As social media networks become an integral part of the lives and daily routines of more and more people and companies, the line between work life and personal life becomes more and more blurry. This disintegrating line creates potentially significant legal implications regarding the rights of employers versus employees vis-à-vis ownership and intellectual property associated with social media accounts. A recent case pending before the United States District Court for the Northern District of California, PhoneDog v. Noah Kravitz, deals with the familiar trade secret issue (ownership and appropriation of customer lists), but “tweets” it in a new context related to social media.
PhoneDog is an interactive website that reviews mobile phone products and services, and provides users with resources to research, compare prices, and shop from different mobile carriers. Defendant, Noah Kravitz, was an employee of PhoneDog, where he reviewed and offered his opinions regarding new mobile products. PhoneDog alleges that as part of Mr. Kravitz’s employment, he was given use of and maintained a Twitter account using the handle “@PhoneDog_Noah” (“the Twitter Account”). Mr. Kravitz would submit written and video content to the PhoneDog website, which he also transmitted to users via the Twitter Account. While employed at PhoneDog, Mr. Kravitz and his Twitter Account generated approximately 17,000 followers.
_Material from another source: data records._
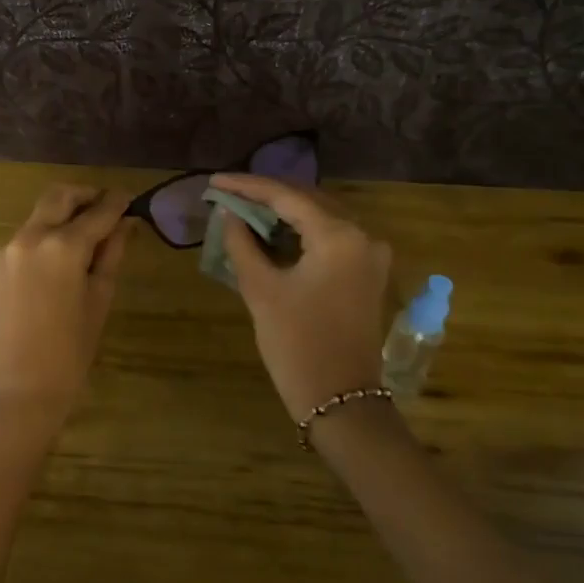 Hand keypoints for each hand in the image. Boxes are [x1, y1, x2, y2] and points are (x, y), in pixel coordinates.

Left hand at [0, 185, 131, 439]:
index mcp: (62, 247)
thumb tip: (124, 224)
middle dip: (84, 196)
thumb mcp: (99, 299)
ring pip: (36, 219)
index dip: (117, 202)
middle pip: (58, 197)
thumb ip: (111, 254)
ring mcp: (3, 252)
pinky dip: (39, 244)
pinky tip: (51, 268)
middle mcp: (28, 238)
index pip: (97, 212)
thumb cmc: (71, 350)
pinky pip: (19, 244)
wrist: (21, 390)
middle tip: (104, 205)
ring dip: (59, 219)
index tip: (129, 198)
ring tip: (80, 241)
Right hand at [211, 173, 393, 421]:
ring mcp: (370, 255)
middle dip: (265, 195)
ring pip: (320, 218)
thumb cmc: (297, 345)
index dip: (247, 186)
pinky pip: (330, 239)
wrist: (341, 401)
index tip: (214, 181)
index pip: (287, 196)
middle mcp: (362, 235)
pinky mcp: (367, 273)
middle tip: (226, 193)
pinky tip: (270, 232)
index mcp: (339, 236)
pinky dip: (300, 233)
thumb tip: (228, 214)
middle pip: (308, 200)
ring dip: (283, 213)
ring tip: (242, 208)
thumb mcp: (262, 290)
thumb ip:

And here is where the line begins to blur. Mr. Kravitz alleges that while employed by PhoneDog, he linked the Twitter Account to his personal e-mail address and maintained it himself while tweeting both personal and professional things, including links to his own articles and colleagues’ articles, as well as tweets about sports, arts, and food. When Mr. Kravitz quit his job with PhoneDog in October 2010, he changed his Twitter handle to @noahkravitz, but continued to use the same Twitter account, effectively taking all 17,000 followers with him when he left. According to Mr Kravitz, when he left PhoneDog, the company had no policy in place for what should happen to the Twitter Account. Unhappy with the loss of 17,000 twitter followers, PhoneDog filed a lawsuit against Mr. Kravitz asserting (among other things) a claim for misappropriation of trade secrets.
According to PhoneDog, the Twitter Account and the list of followers, which are akin to a business customer list, as well as the password to that account, constitute proprietary, confidential information belonging to PhoneDog. PhoneDog alleges that each of Mr. Kravitz’s 17,000 Twitter followers is worth $2.50 for each month that Mr. Kravitz uses the Twitter Account after his departure from PhoneDog, which at the time the lawsuit was filed, amounted to $340,000 in damages. Mr. Kravitz filed a motion to dismiss PhoneDog’s complaint, arguing that the followers of the Twitter Account are not secret because they are publicly available for all to see at all times. Further, Mr. Kravitz contended that the password to his Twitter account could not constitute a trade secret. The court was not convinced, and denied Mr. Kravitz’s motion to dismiss, finding that the complaint contains enough facts to state plausible legal claims, including for misappropriation of trade secrets.
Given the proliferation of social media networking and marketing, disputes over ownership and intellectual property associated with social media accounts will become more common. As we await resolution of the PhoneDog case for guidance, employers and employees would be wise to preemptively address these issues in an employment contract or other type of agreement.